> YOUR ASSIGNMENT: Print the data once more, exactly as supplied.

> EXTRACTED INFORMATION:
----

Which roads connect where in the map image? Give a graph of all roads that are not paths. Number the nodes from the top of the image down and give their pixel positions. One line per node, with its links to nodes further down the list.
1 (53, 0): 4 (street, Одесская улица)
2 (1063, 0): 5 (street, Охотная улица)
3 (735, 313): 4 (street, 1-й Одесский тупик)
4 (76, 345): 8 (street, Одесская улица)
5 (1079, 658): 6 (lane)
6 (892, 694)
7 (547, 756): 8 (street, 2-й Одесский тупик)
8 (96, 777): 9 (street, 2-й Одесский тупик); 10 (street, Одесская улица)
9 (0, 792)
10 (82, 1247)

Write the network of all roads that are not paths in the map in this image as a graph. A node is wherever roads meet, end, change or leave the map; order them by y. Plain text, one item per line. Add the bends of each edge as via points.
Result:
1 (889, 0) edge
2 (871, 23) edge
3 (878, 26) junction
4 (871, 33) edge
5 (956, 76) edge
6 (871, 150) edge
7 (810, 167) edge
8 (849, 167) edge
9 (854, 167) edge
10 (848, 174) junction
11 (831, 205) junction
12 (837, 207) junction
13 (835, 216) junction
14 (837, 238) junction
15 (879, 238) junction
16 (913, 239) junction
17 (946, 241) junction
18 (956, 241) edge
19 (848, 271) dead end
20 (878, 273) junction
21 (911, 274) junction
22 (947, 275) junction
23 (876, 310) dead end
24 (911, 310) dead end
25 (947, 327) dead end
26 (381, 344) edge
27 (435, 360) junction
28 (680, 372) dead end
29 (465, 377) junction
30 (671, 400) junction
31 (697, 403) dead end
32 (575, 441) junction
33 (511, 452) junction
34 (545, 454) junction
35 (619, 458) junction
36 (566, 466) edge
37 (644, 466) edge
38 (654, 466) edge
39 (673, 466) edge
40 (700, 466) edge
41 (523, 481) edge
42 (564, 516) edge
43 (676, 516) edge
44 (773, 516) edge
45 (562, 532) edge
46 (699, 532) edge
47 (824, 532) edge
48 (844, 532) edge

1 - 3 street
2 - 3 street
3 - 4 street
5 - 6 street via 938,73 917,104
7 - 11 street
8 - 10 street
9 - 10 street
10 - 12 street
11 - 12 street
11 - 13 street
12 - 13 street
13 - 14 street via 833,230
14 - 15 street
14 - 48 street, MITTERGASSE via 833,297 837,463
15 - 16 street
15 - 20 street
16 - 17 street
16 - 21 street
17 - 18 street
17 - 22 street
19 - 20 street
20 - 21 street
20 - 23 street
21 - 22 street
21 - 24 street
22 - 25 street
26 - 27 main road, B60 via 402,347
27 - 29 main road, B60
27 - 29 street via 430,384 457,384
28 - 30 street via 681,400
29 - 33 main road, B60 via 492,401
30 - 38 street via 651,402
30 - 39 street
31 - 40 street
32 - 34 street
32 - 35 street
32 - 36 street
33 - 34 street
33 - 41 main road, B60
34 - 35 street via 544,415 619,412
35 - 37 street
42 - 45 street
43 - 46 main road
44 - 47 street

----

> RESPONSE:
Which roads connect where in the map image? Give a graph of all roads that are not paths. Number the nodes from the top of the image down and give their pixel positions. One line per node, with its links to nodes further down the list.
1 (53, 0): 4 (street, Одесская улица)
2 (1063, 0): 5 (street, Охотная улица)
3 (735, 313): 4 (street, 1-й Одесский тупик)
4 (76, 345): 8 (street, Одесская улица)
5 (1079, 658): 6 (lane)
6 (892, 694)
7 (547, 756): 8 (street, 2-й Одесский тупик)
8 (96, 777): 9 (street, 2-й Одесский тупик); 10 (street, Одесская улица)
9 (0, 792)
10 (82, 1247)

Write the network of all roads that are not paths in the map in this image as a graph. A node is wherever roads meet, end, change or leave the map; order them by y. Plain text, one item per line. Add the bends of each edge as via points.
Result:
1 (889, 0) edge
2 (871, 23) edge
3 (878, 26) junction
4 (871, 33) edge
5 (956, 76) edge
6 (871, 150) edge
7 (810, 167) edge
8 (849, 167) edge
9 (854, 167) edge
10 (848, 174) junction
11 (831, 205) junction
12 (837, 207) junction
13 (835, 216) junction
14 (837, 238) junction
15 (879, 238) junction
16 (913, 239) junction
17 (946, 241) junction
18 (956, 241) edge
19 (848, 271) dead end
20 (878, 273) junction
21 (911, 274) junction
22 (947, 275) junction
23 (876, 310) dead end
24 (911, 310) dead end
25 (947, 327) dead end
26 (381, 344) edge
27 (435, 360) junction
28 (680, 372) dead end
29 (465, 377) junction
30 (671, 400) junction
31 (697, 403) dead end
32 (575, 441) junction
33 (511, 452) junction
34 (545, 454) junction
35 (619, 458) junction
36 (566, 466) edge
37 (644, 466) edge
38 (654, 466) edge
39 (673, 466) edge
40 (700, 466) edge
41 (523, 481) edge
42 (564, 516) edge
43 (676, 516) edge
44 (773, 516) edge
45 (562, 532) edge
46 (699, 532) edge
47 (824, 532) edge
48 (844, 532) edge

1 - 3 street
2 - 3 street
3 - 4 street
5 - 6 street via 938,73 917,104
7 - 11 street
8 - 10 street
9 - 10 street
10 - 12 street
11 - 12 street
11 - 13 street
12 - 13 street
13 - 14 street via 833,230
14 - 15 street
14 - 48 street, MITTERGASSE via 833,297 837,463
15 - 16 street
15 - 20 street
16 - 17 street
16 - 21 street
17 - 18 street
17 - 22 street
19 - 20 street
20 - 21 street
20 - 23 street
21 - 22 street
21 - 24 street
22 - 25 street
26 - 27 main road, B60 via 402,347
27 - 29 main road, B60
27 - 29 street via 430,384 457,384
28 - 30 street via 681,400
29 - 33 main road, B60 via 492,401
30 - 38 street via 651,402
30 - 39 street
31 - 40 street
32 - 34 street
32 - 35 street
32 - 36 street
33 - 34 street
33 - 41 main road, B60
34 - 35 street via 544,415 619,412
35 - 37 street
42 - 45 street
43 - 46 main road
44 - 47 street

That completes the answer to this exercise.